Flores moved for a judgment of acquittal on the “aggravated identity theft” counts. He claimed that the Government could not prove that he knew that the numbers on the counterfeit documents were numbers assigned to other people. The Government replied that it need not prove that knowledge, and the District Court accepted the Government's argument. After a bench trial, the court found Flores guilty of the predicate crimes and aggravated identity theft. The Court of Appeals upheld the District Court's determination. 274 Fed.Appx. 501 (C.A.8 2008)(per curiam). And we granted certiorari to consider the “knowledge” issue—a matter about which the Circuits have disagreed. Compare United States v. Godin, 534 F.3d 51 (C.A.1 2008) (knowledge requirement applies to “of another person”); United States v. Miranda–Lopez, 532 F.3d 1034 (C.A.9 2008) (same); United States v. Villanueva–Sotelo, 515 F.3d 1234 (C.A.D.C.2008) (same), with United States v. Mendoza–Gonzalez, 520 F.3d 912 (C.A.8 2008) (knowledge requirement does not apply to “of another person”); United States v. Hurtado, 508 F.3d 603 (C.A.11 2007)(per curiam) (same); United States v. Montejo, 442 F.3d 213 (C.A.4 2006) (same).

II

There are strong textual reasons for rejecting the Government's position. As a matter of ordinary English grammar, it seems natural to read the statute's word “knowingly” as applying to all the subsequently listed elements of the crime. The Government cannot easily claim that the word “knowingly” applies only to the statutes first four words, or even its first seven. It makes little sense to read the provision's language as heavily penalizing a person who “transfers, possesses, or uses, without lawful authority” a something, but does not know, at the very least, that the “something” (perhaps inside a box) is a “means of identification.” Would we apply a statute that makes it unlawful knowingly to possess drugs” to a person who steals a passenger's bag without knowing that the bag has drugs inside?

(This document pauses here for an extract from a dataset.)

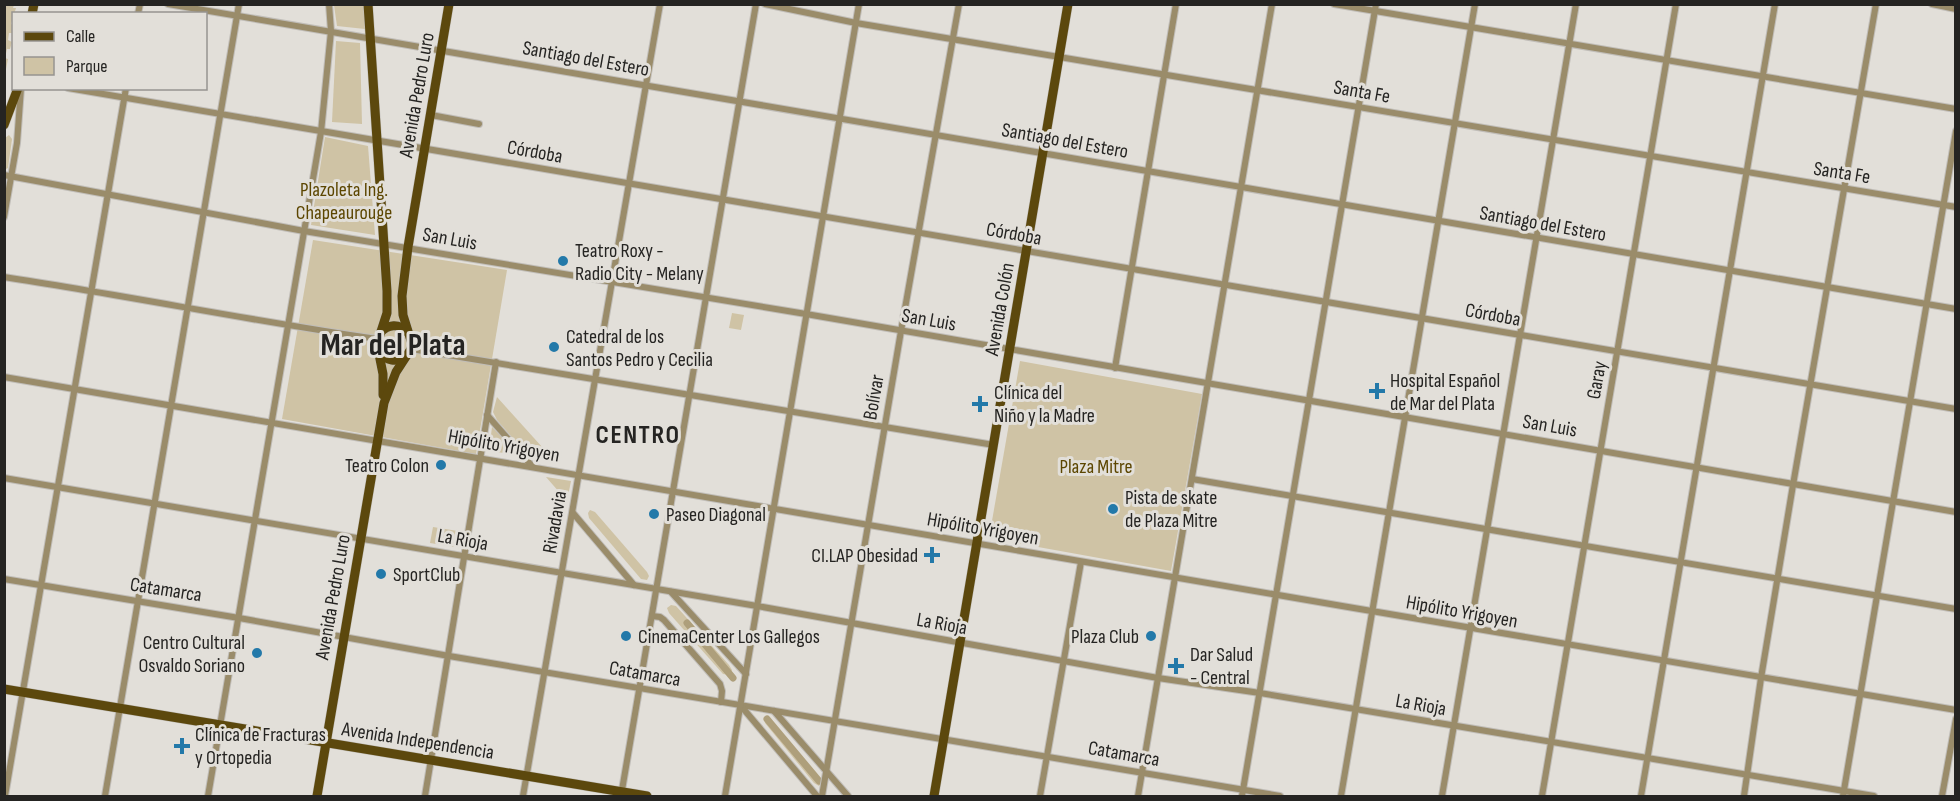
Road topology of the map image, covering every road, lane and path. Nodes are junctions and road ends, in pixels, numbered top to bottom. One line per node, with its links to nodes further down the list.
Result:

The Government claims more forcefully that the word “knowingly” applies to all but the statute's last three words, i.e., “of another person.” The statute, the Government says, does not require a prosecutor to show that the defendant knows that the means of identification the defendant has unlawfully used in fact belongs to another person. But how are we to square this reading with the statute's language?

In ordinary English, where a transitive verb has an object, listeners in most contexts assume that an adverb (such as knowingly) that modifies the transitive verb tells the listener how the subject performed the entire action, including the object as set forth in the sentence. Thus, if a bank official says, “Smith knowingly transferred the funds to his brother's account,” we would normally understand the bank official's...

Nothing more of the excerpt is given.